++++ Data provided ++++
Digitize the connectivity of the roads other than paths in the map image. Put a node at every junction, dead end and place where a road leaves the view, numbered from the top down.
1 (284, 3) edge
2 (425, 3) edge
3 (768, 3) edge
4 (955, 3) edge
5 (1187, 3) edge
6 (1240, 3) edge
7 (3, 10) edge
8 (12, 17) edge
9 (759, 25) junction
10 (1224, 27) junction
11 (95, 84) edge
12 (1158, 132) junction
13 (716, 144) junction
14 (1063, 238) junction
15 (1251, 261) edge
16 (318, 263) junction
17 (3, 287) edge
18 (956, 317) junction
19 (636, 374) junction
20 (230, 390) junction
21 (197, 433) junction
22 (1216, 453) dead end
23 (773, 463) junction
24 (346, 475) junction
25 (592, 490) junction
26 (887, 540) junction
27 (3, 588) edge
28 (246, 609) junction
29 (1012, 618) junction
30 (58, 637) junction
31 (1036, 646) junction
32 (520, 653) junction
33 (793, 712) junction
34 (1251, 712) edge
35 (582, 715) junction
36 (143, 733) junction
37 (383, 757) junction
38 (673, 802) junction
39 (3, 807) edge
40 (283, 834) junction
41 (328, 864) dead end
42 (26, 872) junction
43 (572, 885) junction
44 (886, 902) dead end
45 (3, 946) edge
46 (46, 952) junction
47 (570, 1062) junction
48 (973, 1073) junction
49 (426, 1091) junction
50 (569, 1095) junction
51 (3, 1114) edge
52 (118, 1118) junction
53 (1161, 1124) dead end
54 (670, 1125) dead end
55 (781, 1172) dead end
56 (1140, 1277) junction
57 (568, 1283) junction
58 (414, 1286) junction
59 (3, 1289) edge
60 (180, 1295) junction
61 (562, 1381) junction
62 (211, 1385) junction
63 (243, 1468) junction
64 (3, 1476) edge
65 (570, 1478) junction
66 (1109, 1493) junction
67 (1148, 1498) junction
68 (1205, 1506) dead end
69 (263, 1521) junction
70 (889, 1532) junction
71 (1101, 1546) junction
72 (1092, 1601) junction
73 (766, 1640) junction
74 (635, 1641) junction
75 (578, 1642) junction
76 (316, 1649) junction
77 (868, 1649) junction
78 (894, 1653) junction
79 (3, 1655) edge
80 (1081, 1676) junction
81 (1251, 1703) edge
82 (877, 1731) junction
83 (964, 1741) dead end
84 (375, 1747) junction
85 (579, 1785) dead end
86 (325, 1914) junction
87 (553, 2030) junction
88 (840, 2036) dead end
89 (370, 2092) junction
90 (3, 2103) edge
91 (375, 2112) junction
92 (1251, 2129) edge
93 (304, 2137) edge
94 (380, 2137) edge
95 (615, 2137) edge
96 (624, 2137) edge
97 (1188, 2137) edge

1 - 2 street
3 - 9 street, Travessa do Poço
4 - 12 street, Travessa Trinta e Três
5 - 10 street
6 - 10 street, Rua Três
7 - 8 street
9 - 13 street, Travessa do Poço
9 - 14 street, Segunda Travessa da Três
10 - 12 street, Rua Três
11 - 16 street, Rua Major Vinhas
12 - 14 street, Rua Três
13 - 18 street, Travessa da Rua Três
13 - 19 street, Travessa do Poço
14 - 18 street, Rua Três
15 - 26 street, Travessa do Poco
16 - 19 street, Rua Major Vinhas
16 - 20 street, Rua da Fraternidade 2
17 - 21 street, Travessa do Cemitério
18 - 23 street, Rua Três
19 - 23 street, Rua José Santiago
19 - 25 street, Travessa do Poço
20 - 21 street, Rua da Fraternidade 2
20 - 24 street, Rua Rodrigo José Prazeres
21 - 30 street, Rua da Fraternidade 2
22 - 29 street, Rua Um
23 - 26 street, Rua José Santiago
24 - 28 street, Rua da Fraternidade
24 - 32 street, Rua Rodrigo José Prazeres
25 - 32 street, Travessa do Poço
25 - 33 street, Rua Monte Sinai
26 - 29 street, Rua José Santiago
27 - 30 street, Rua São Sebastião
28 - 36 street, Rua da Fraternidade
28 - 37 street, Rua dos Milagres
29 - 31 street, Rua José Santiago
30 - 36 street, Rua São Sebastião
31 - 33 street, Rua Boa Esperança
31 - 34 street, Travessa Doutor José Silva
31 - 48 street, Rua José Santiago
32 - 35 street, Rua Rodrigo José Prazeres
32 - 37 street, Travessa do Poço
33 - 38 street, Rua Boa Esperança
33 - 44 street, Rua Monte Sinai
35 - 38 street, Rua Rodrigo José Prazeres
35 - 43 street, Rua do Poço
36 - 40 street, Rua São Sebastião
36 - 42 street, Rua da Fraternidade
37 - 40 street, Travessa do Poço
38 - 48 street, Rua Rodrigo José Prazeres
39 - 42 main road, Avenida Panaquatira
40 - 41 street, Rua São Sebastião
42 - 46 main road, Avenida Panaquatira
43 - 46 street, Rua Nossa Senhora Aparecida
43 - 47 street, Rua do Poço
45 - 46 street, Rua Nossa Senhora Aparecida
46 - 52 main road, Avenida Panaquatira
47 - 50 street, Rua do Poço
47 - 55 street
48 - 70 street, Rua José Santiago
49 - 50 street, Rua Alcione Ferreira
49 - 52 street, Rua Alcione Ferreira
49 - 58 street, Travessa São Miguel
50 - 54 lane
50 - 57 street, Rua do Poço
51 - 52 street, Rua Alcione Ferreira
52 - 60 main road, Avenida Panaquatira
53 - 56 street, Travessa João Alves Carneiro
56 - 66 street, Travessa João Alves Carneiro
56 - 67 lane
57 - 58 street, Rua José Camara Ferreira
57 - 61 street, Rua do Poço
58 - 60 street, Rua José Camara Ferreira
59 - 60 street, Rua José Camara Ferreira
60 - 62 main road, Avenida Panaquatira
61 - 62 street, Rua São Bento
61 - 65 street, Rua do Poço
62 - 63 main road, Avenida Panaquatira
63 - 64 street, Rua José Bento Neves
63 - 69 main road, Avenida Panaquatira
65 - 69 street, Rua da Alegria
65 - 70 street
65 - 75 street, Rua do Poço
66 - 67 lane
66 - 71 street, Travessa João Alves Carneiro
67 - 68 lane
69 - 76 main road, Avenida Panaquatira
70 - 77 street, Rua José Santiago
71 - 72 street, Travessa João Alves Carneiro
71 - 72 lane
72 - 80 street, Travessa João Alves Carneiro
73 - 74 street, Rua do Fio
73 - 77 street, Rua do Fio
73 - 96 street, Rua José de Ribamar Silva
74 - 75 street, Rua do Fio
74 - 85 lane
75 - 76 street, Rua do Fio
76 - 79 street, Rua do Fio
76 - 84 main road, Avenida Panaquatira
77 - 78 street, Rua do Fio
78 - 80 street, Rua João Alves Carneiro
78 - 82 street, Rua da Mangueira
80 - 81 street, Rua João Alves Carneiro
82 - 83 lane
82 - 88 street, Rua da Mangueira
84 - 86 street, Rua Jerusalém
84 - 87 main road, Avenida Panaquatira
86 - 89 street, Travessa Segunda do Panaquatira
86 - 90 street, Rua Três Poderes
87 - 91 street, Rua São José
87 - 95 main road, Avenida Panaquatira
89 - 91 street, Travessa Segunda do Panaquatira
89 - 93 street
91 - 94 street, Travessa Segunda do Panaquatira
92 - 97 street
++++
▶ _Exercise details_: Wherever the word "Carneiro" appears in the listing above, copy the whole line.

▶ _Exercise output_:
53 - 56 street, Travessa João Alves Carneiro
56 - 66 street, Travessa João Alves Carneiro
66 - 71 street, Travessa João Alves Carneiro
71 - 72 street, Travessa João Alves Carneiro
72 - 80 street, Travessa João Alves Carneiro
78 - 80 street, Rua João Alves Carneiro
80 - 81 street, Rua João Alves Carneiro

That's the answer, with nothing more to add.